Many fatalities occurring during a confined space entry are due the workers not being aware of the potential hazards.

The first step in confined space awareness is performing a confined space assessment to identify all permit-required confined spaces.

Anniston Army Depot has over 800 confined spaces.

Because of the enormity of adequately evaluating all existing spaces to fully understand hazards present, all spaces were deemed permit required in 2015 and labeled as such.

Once a space is fully evaluated and shown to have no possible dangers associated with work being performed within the confined space, it may be downgraded to a non-permit confined space.

The ANAD safety office is performing evaluations of each existing permit required confined space.

Those spaces found to either not meet the true definition of a permit required confined space or not have a potential hazard present will be downgraded.

Once an evaluation is complete, a copy of the evaluation for the confined space must be maintained in the Go to Resource book for the area and all employees should be briefed on the evaluation and conditions of downgrade.

All conditions of the evaluation must be met or the space will be considered a permit-required confined space.

While some spaces will be eventually downgraded, many will remain permit required confined spaces due to the inability to completely remove the potential danger.

These spaces will continue to require the completion of the ANAD Confined Space Entry Permit form, which is located on the ANAD Safety Office Intranet page under Forms/Checklists.

The permit documents an assessment has been completed, what controls are present, tracks entry and exit of the space, who is monitoring workers (attendant) and that rescue services are available. It is pertinent that the confined space permit be completed in its entirety prior to any entry.

The form will be the permit required for confined space entry and covers main aspects of the program.

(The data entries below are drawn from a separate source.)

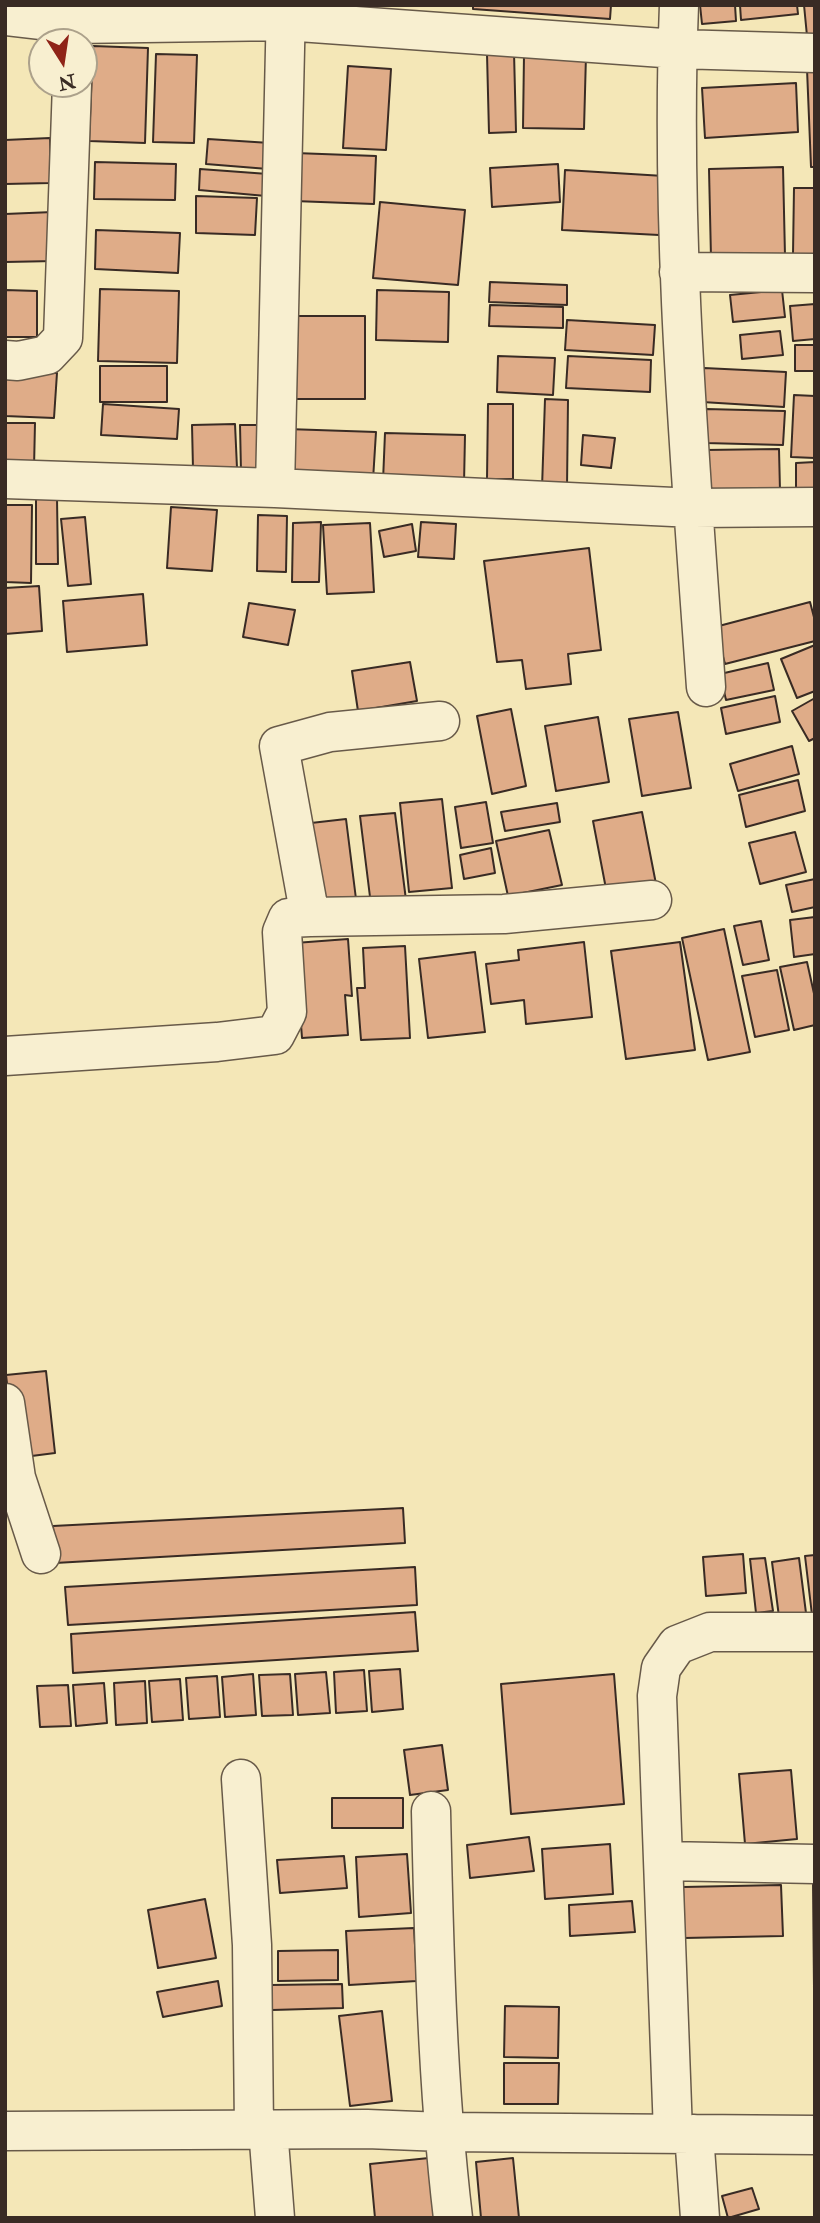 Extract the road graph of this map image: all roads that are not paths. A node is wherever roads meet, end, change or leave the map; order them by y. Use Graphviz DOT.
graph roads {
  1 [pos="679,5"];
  2 [pos="285,13"];
  3 [pos="5,16"];
  4 [pos="53,28"];
  5 [pos="98,31"];
  6 [pos="677,49"];
  7 [pos="815,53"];
  8 [pos="72,98"];
  9 [pos="679,272"];
  10 [pos="815,273"];
  11 [pos="5,360"];
  12 [pos="5,479"];
  13 [pos="275,488"];
  14 [pos="815,507"];
  15 [pos="694,508"];
  16 [pos="706,687"];
  17 [pos="440,722"];
  18 [pos="652,900"];
  19 [pos="310,917"];
  20 [pos="5,1056"];
  21 [pos="5,1403"];
  22 [pos="41,1554"];
  23 [pos="815,1632"];
  24 [pos="242,1779"];
  25 [pos="431,1811"];
  26 [pos="664,1861"];
  27 [pos="815,1864"];
  28 [pos="261,2129"];
  29 [pos="5,2131"];
  30 [pos="443,2132"];
  31 [pos="683,2134"];
  32 [pos="815,2136"];
  33 [pos="275,2218"];
  34 [pos="453,2218"];
  35 [pos="700,2218"];
  1 -- 6 [label="street"];
  2 -- 5 [label="street"];
  2 -- 6 [label="street"];
  2 -- 13 [label="street"];
  3 -- 4 [label="street"];
  6 -- 7 [label="street"];
  6 -- 9 [label="street"];
  8 -- 11 [label="street"];
  9 -- 10 [label="street"];
  9 -- 15 [label="street"];
  12 -- 13 [label="street"];
  13 -- 15 [label="street"];
  14 -- 15 [label="street"];
  15 -- 16 [label="street"];
  17 -- 19 [label="street"];
  18 -- 19 [label="street"];
  19 -- 20 [label="street"];
  21 -- 22 [label="street"];
  23 -- 26 [label="street"];
  24 -- 28 [label="street"];
  25 -- 30 [label="street"];
  26 -- 27 [label="street"];
  26 -- 31 [label="street"];
  28 -- 29 [label="street"];
  28 -- 30 [label="street"];
  28 -- 33 [label="street"];
  30 -- 31 [label="street"];
  30 -- 34 [label="street"];
  31 -- 32 [label="street"];
  31 -- 35 [label="street"];
}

The space must be evaluated for all potential hazards and controls implemented must be identified. This includes performing atmospheric testing of a space by trained individuals and implementing any required ventilation of the space.

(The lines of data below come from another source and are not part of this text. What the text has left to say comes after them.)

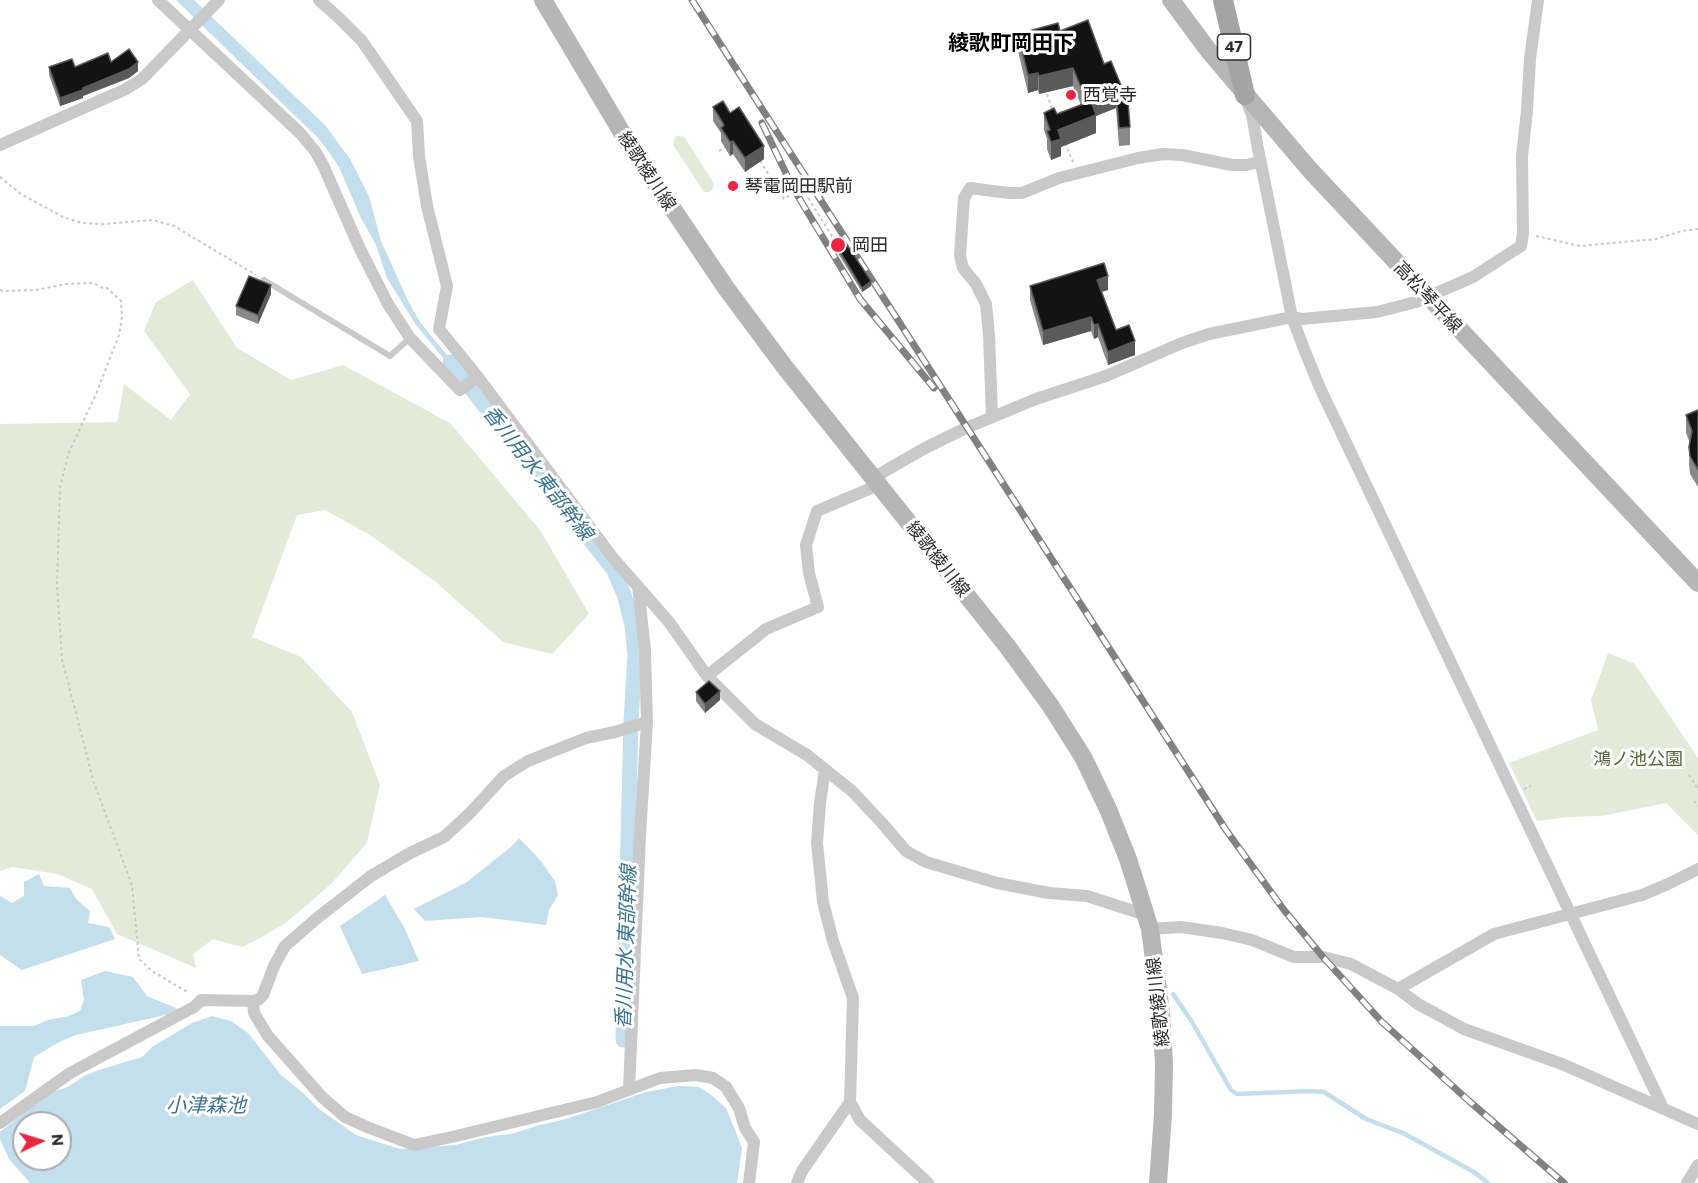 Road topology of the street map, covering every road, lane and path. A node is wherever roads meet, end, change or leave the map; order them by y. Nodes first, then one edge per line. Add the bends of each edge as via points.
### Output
1 (158, 0) edge
2 (319, 0) edge
3 (543, 0) edge
4 (1171, 0) edge
5 (1223, 0) edge
6 (1538, 0) edge
7 (215, 5) edge
8 (193, 28) junction
9 (1047, 94) dead end
10 (1245, 95) junction
11 (1063, 111) edge
12 (1062, 134) edge
13 (0, 145) edge
14 (727, 146) edge
15 (719, 151) dead end
16 (755, 153) edge
17 (1260, 162) junction
18 (1077, 174) junction
19 (0, 177) edge
20 (1698, 229) edge
21 (1523, 233) junction
22 (838, 245) edge
23 (264, 280) joint
24 (0, 290) edge
25 (1428, 296) junction
26 (1292, 317) junction
27 (410, 338) junction
28 (471, 382) junction
29 (992, 417) junction
30 (875, 480) junction
31 (1698, 583) edge
32 (638, 586) junction
33 (707, 676) junction
34 (647, 722) junction
35 (825, 770) junction
36 (1689, 775) dead end
37 (1698, 789) edge
38 (1694, 801) dead end
39 (1698, 806) edge
40 (1698, 869) edge
41 (1570, 913) junction
42 (1148, 922) junction
43 (1398, 989) junction
44 (201, 1000) junction
45 (253, 1001) junction
46 (629, 1090) junction
47 (850, 1102) junction
48 (1662, 1108) junction
49 (0, 1123) edge
50 (1698, 1124) edge
51 (1698, 1165) edge
52 (749, 1183) edge
53 (796, 1183) edge
54 (928, 1183) edge
55 (1158, 1183) edge
56 (1687, 1183) edge

1 - 8 street
2 - 28 street via 362,41 417,121 427,206 447,286 439,329
3 - 30 main road, 綾歌綾川線 via 627,141 695,244 784,366
4 - 10 main road, 高松琴平線
5 - 10 main road, 47
6 - 21 street via 1522,156
7 - 8 street
8 - 13 street via 142,79 126,89
8 - 27 street via 315,151 360,249
9 - 11 path via 1054,114
10 - 17 street
10 - 25 main road, 高松琴平線
12 - 18 path
14 - 15 path
16 - 22 path via 784,199 802,188
17 - 18 street via 1232,165 1163,154
17 - 26 street
18 - 29 street via 1022,193 970,188 964,198 960,256 963,268 986,304
19 - 23 path via 21,194 82,223 153,220 174,226
20 - 21 path via 1656,239 1580,246
21 - 25 street via 1521,246 1473,277
23 - 27 lane via 390,356
24 - 44 path via 93,284 107,288 121,301 120,334 69,452 60,487 57,586 62,659 94,783 132,885 139,959
25 - 26 street via 1377,312
25 - 31 main road, 高松琴平線
26 - 29 street via 1209,334
26 - 41 street via 1320,387
27 - 28 street via 460,390
28 - 32 street
29 - 30 street via 925,448
30 - 33 street via 870,489 817,511 806,545 818,607 766,629
30 - 42 main road, 綾歌綾川線 via 1007,646 1083,757 1128,859
32 - 33 street
32 - 34 street
33 - 35 street via 755,723
34 - 45 street via 586,738 528,761 504,776 444,837 371,876 285,946 262,996
34 - 46 street
35 - 42 street via 852,791 906,851 926,862 997,883 1088,896
35 - 47 street via 817,843 822,902 853,998
36 - 37 path
38 - 39 path
40 - 41 street via 1642,895
41 - 43 street via 1494,934
41 - 48 street
42 - 43 street via 1252,940 1294,957 1323,957 1352,964
42 - 55 main road, 綾歌綾川線 via 1164,1064
43 - 48 street via 1464,1029 1562,1064
44 - 45 street
44 - 49 street via 70,1073
45 - 46 street via 254,1013 268,1036 322,1097 345,1117 414,1145 597,1102
46 - 52 street via 660,1078 696,1075 713,1078 726,1087 754,1142
47 - 53 street
47 - 54 street via 860,1120
48 - 50 street
51 - 56 street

Additionally, lockout/tagout of all energy sources, such as mechanical, electrical or chemical feed lines, must be completed prior to entry.

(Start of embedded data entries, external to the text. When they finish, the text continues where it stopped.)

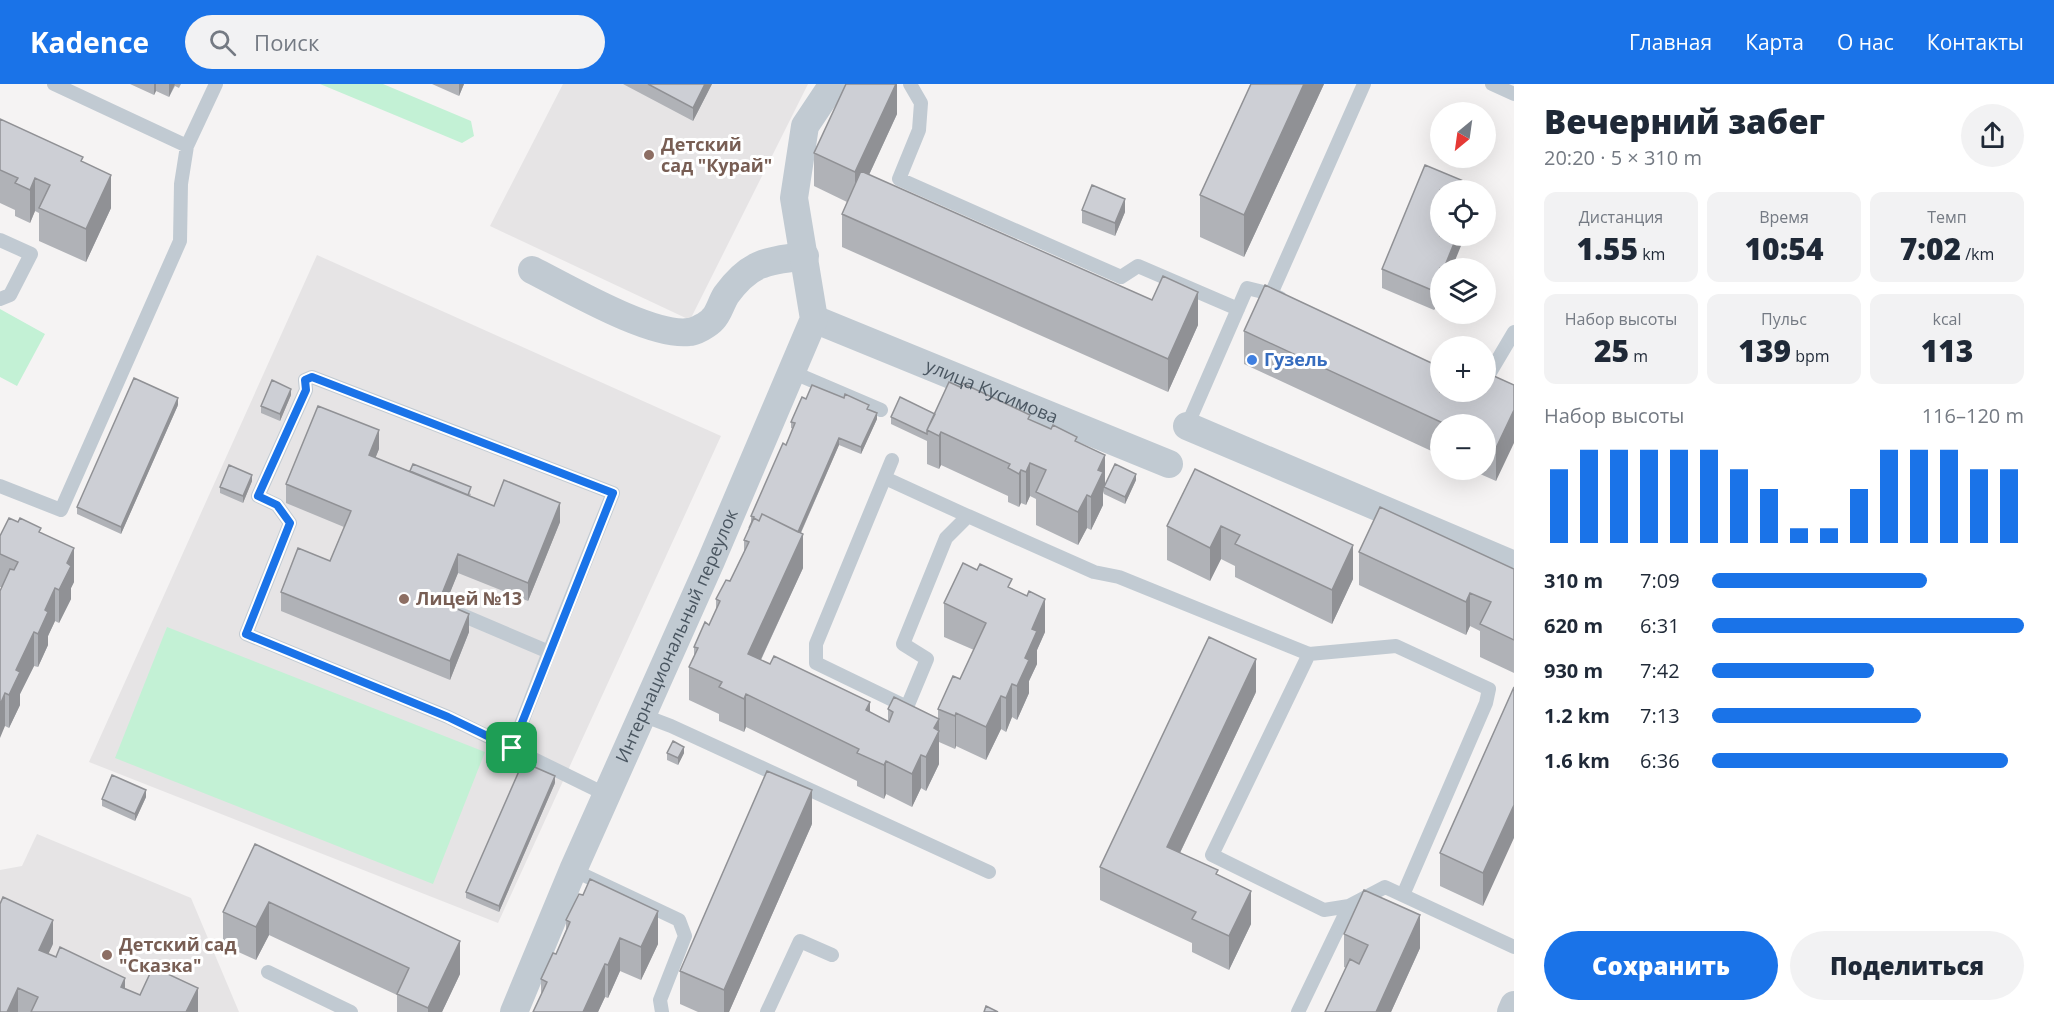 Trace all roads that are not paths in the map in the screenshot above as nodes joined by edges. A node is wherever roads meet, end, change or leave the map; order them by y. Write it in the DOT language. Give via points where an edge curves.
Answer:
graph roads {
  1 [pos="54,84"];
  2 [pos="216,84"];
  3 [pos="833,84"];
  4 [pos="910,84"];
  5 [pos="1364,84"];
  6 [pos="1492,84"];
  7 [pos="1514,94"];
  8 [pos="187,146"];
  9 [pos="0,240"];
  10 [pos="805,256"];
  11 [pos="532,270"];
  12 [pos="1270,294"];
  13 [pos="0,299"];
  14 [pos="1291,303"];
  15 [pos="1238,309"];
  16 [pos="814,319"];
  17 [pos="1514,332"];
  18 [pos="1496,362"];
  19 [pos="792,372"];
  20 [pos="881,410"];
  21 [pos="1187,426"];
  22 [pos="892,460"];
  23 [pos="1169,464"];
  24 [pos="885,478"];
  25 [pos="0,486"];
  26 [pos="968,516"];
  27 [pos="1512,558"];
  28 [pos="462,615"];
  29 [pos="549,652"];
  30 [pos="1309,654"];
  31 [pos="642,715"];
  32 [pos="512,748"];
  33 [pos="606,795"];
  34 [pos="573,870"];
  35 [pos="989,872"];
  36 [pos="1403,895"];
  37 [pos="1350,906"];
  38 [pos="1514,947"];
  39 [pos="832,955"];
  40 [pos="268,972"];
  41 [pos="1514,1005"];
  42 [pos="659,1008"];
  43 [pos="351,1012"];
  44 [pos="514,1012"];
  45 [pos="767,1012"];
  46 [pos="1298,1012"];
  47 [pos="1511,1012"];
  1 -- 8 [label="lane"];
  2 -- 8 [label="lane"];
  3 -- 10 [label="street" via="805,126 794,198"];
  4 -- 15 [label="lane" via="921,103 919,130 899,179 1121,277 1138,266"];
  5 -- 12 [label="lane"];
  6 -- 7 [label="lane"];
  8 -- 25 [label="lane" via="181,183 180,241 61,510"];
  9 -- 13 [label="lane" via="30,254 10,295"];
  10 -- 11 [label="street" via="757,265 741,276 712,320 690,333 660,330"];
  10 -- 16 [label="street"];
  12 -- 14 [label="lane"];
  12 -- 15 [label="lane" via="1247,288"];
  15 -- 21 [label="lane"];
  16 -- 19 [label="street, Интернациональный переулок"];
  16 -- 23 [label="street, улица Кусимова"];
  17 -- 18 [label="lane"];
  19 -- 20 [label="lane"];
  19 -- 31 [label="street, Интернациональный переулок"];
  21 -- 27 [label="street"];
  22 -- 24 [label="lane"];
  24 -- 26 [label="lane"];
  24 -- 26 [label="lane" via="816,644 816,663 907,707 927,659 903,644 946,538"];
  26 -- 30 [label="lane" via="1094,572 1119,577"];
  28 -- 29 [label="lane"];
  29 -- 32 [label="lane"];
  29 -- 32 [label="lane" via="613,493 312,377 305,380 306,390 258,496 277,505 290,523 246,634 448,717"];
  30 -- 36 [label="lane" via="1396,646 1489,689"];
  30 -- 37 [label="lane" via="1212,855 1324,910"];
  31 -- 33 [label="street, Интернациональный переулок"];
  31 -- 35 [label="lane"];
  32 -- 33 [label="lane"];
  33 -- 34 [label="street, Интернациональный переулок"];
  34 -- 42 [label="lane" via="679,920 685,936"];
  34 -- 44 [label="street, Интернациональный переулок"];
  36 -- 37 [label="lane" via="1385,887"];
  36 -- 38 [label="lane"];
  37 -- 46 [label="lane"];
  39 -- 45 [label="lane" via="800,941"];
  40 -- 43 [label="lane"];
  41 -- 47 [label="street"];
}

Finally, hazards, such as thermal stresses or entrapment hazards, must be addressed.

A plan must also be established for rescue, should an accident occur, and all rescue personnel verified as readily available for response.

Employees who enter confined spaces (entrants) as well as those serving as the "Entry point watch" (attendants) must receive training.

The training must include a review of confined space hazards, confined space preparation requirements and responsibilities of entrants, attendants and emergency response.

Don't become a statistic. Make sure you know about the confined spaces in your area.

Don't enter any confined space unless you have reason and only when you know a thorough evaluation has been completed to show no hazards exist.

If the space is permit-required, enter only under a permit that is complete, documenting the full evaluation of hazards, implementation of required controls and assurance that rescue personnel are available.